Raising an adolescent comes with its fair share of challenges, but one of the greatest rewards is their growing ability to comprehend complex thought. 

From the ages of 12-18, children stop seeing the world in “black and white” and begin exploring their own identities, thoughts, and opinions. This is a psychological stage known as cognitive growth, and while it can be a positive period of independence for a teenager, it can also be a time of potential risk. 

This is because the part of the brain that is responsible for rational thinking has not fully developed yet. Although many stereotypes associated with adolescents are very broad and don’t apply to every child, there is actually research to prove that impulsive behavior is normal for growing teens. 

But how do we approach them when their brains literally cannot even understand us? How can we let them make healthy mistakes without putting them at risk? 

Although adults are past the stages of understanding what they’re thinking, empathizing with developing teens can prevent life altering mistakes later on. Here is some advice to help you guide a growing adolescent, especially between the ages of 12-16. 

Encourage a Healthy Home Environment

Teens think and act very differently than younger children, but they will never stop looking up to you as a role model, even if they won’t admit it. Every family dynamic is different, whether you are a single-parent household or consist of a blended partnership. What matters is how you make your home a safe and positive environment.

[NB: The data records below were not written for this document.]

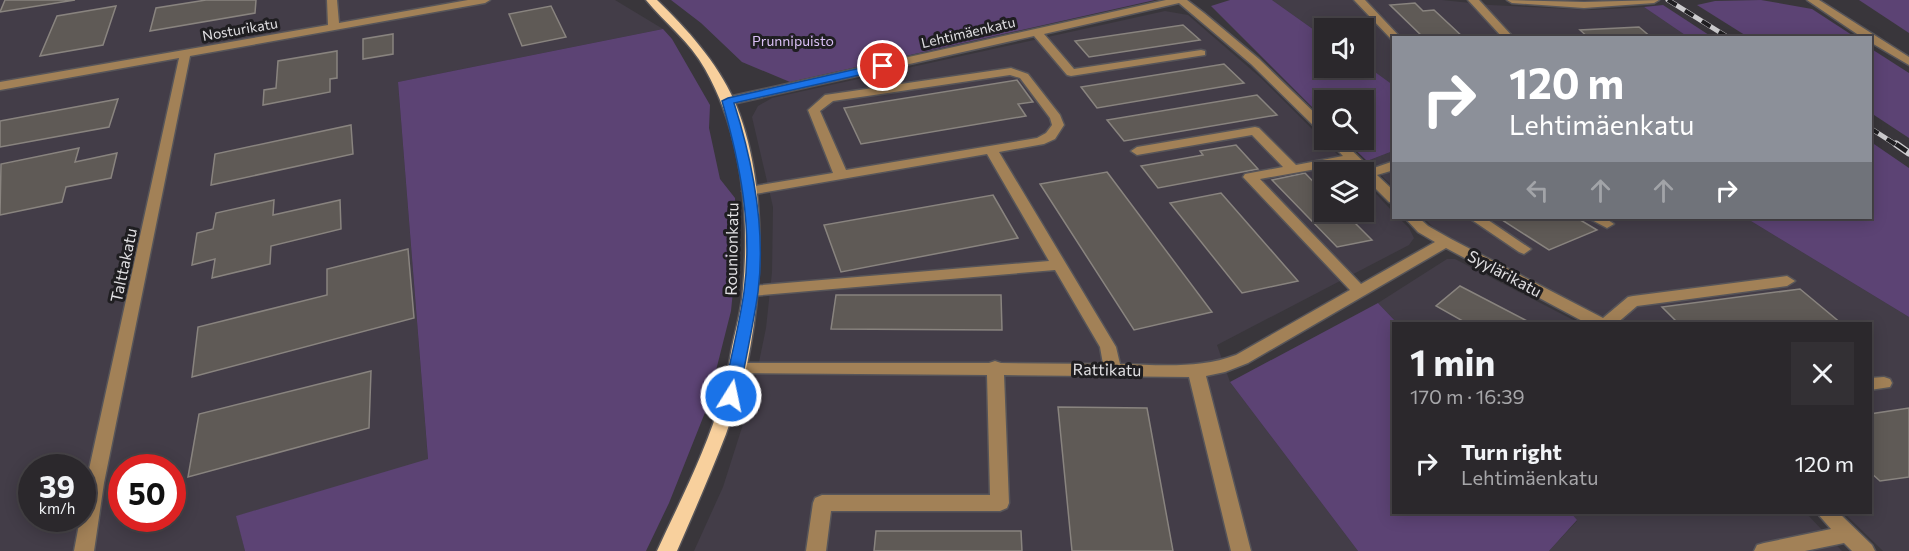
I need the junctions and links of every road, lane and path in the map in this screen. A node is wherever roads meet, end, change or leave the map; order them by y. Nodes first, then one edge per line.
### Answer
1 (332, 0) edge
2 (485, 0) edge
3 (651, 0) edge
4 (1180, 0) edge
5 (1359, 0) edge
6 (1473, 0) edge
7 (1512, 0) edge
8 (1654, 0) edge
9 (1812, 0) edge
10 (334, 27) junction
11 (1037, 32) junction
12 (1394, 36) edge
13 (1507, 36) edge
14 (1868, 36) edge
15 (1872, 38) edge
16 (1201, 53) dead end
17 (185, 54) junction
18 (1909, 62) edge
19 (0, 86) edge
20 (728, 101) junction
21 (1314, 119) edge
22 (991, 149) junction
23 (1344, 150) edge
24 (1137, 151) dead end
25 (1353, 159) junction
26 (1356, 162) edge
27 (1392, 166) edge
28 (1293, 169) junction
29 (1374, 172) edge
30 (841, 175) junction
31 (1374, 180) edge
32 (749, 191) junction
33 (1392, 197) edge
34 (1413, 219) edge
35 (1478, 219) edge
36 (1446, 242) junction
37 (1524, 249) dead end
38 (1059, 265) junction
39 (1787, 280) dead end
40 (751, 291) junction
41 (1360, 292) junction
42 (1599, 322) edge
43 (1606, 322) edge
44 (736, 367) junction
45 (995, 367) junction
46 (1113, 370) junction
47 (1196, 371) junction
48 (1828, 514) edge
49 (1848, 534) junction
50 (84, 551) edge
51 (667, 551) edge
52 (816, 551) edge
53 (1241, 551) edge
54 (1764, 551) edge
55 (1865, 551) edge

1 - 10 street
2 - 10 street, Nosturikatu
3 - 20 main road, Rounionkatu
4 - 11 street, Lehtimäenkatu
4 - 21 street
5 - 12 street
6 - 13 street
7 - 8 street
9 - 14 street
10 - 17 street, Nosturikatu
11 - 16 street
11 - 20 street, Lehtimäenkatu
15 - 18 street
17 - 19 street, Nosturikatu
17 - 50 street, Talttakatu
20 - 32 main road, Rounionkatu
22 - 30 street
22 - 30 street
22 - 38 street
23 - 25 street
24 - 28 street
25 - 26 street
25 - 28 street
27 - 29 street
28 - 41 street
30 - 32 street
31 - 33 street
32 - 40 main road, Rounionkatu
34 - 36 street, Syylärikatu
35 - 37 street
36 - 41 street, Rattikatu
36 - 42 street, Syylärikatu
38 - 40 street
38 - 46 street
39 - 43 street
40 - 44 main road, Rounionkatu
41 - 47 street, Rattikatu
44 - 45 street, Rattikatu
44 - 51 main road, Rounionkatu
45 - 46 street, Rattikatu
45 - 52 street
46 - 47 street, Rattikatu
47 - 53 street
48 - 49 street
49 - 54 street
49 - 55 street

For example, simply telling your child not to drink alcohol or relying on teachers to do the work for you will not stop them from doing anything. This is not just because they want to rebel, it has everything to do with their psychology. Since they do not know why it is bad for them to drink prematurely, they do not see any reason not to other than a bunch of adults keeping them from doing it. 

Instead of relying on punishments to keep your child from going to parties, make it a safe place to rely on if they make a mistake. They will inevitably do things that neither of you like, but instead of making it a completely negative experience, offer it up as an opportunity to grow with your child. 

If your teen comes home past curfew, save the discipline for later and make it clear that you’re happy they’re home safe. Listen with empathy, practice fair discipline, and be a positive role model. 

Be Honest

As mentioned previously, simply talking to your teen won’t prevent them from trying risky things. However, being authentic about these dangers may stop them from participating in permanently damaging behaviors. 

Have deeply authentic and open conversations about sex, alcohol, and drugs. Be very clear about what can happen if these actions are taken without using it as a fear tactic. 

However, part of honesty is also being clear about your boundaries. Make it very evident that these kinds of behaviors cannot happen in your house, and establish boundaries that they and their friends must respect when under your supervision. 

State the consequences that will follow if they choose not to listen and why they must be set (e.g. when you are leaving this house, you cannot drive with more than one person under the age of 18 because it is against the law, and you may risk someone else’s life as an inexperienced driver). 

While it is out of your control what happens away from your house, you should also encourage your teen to recognize dangerous situations on their own (e.g. I will not get in a car with a drunk driver. If this happens, I will call a trusted guardian). 

However, you can still make it clear what you expect out of your child when they are under your roof, which can greatly prevent them from wanting to engage in risky behavior. 

Be Supportive

Although you may not always be aware of what your teenager is up to, if you set your parental boundaries in an empathetic manner, they may respect you enough to consider your advice.

Mistakes can and will happen. Your teen is human, just like you, which means that they may do things that they regret. However, instead of using it as a way to ridicule them, take these opportunities as a chance to bond. 

The greatest way that you can teach your teenager rational thinking is by allowing them to trust you. This does not mean that you don’t set firm boundaries, but it can include offering your child a safe place to turn to when they know they have made a mistake. 

These crucial years may be hard, but they can also be extremely rewarding. Cherish these memories, teach your child with compassion, and be patient.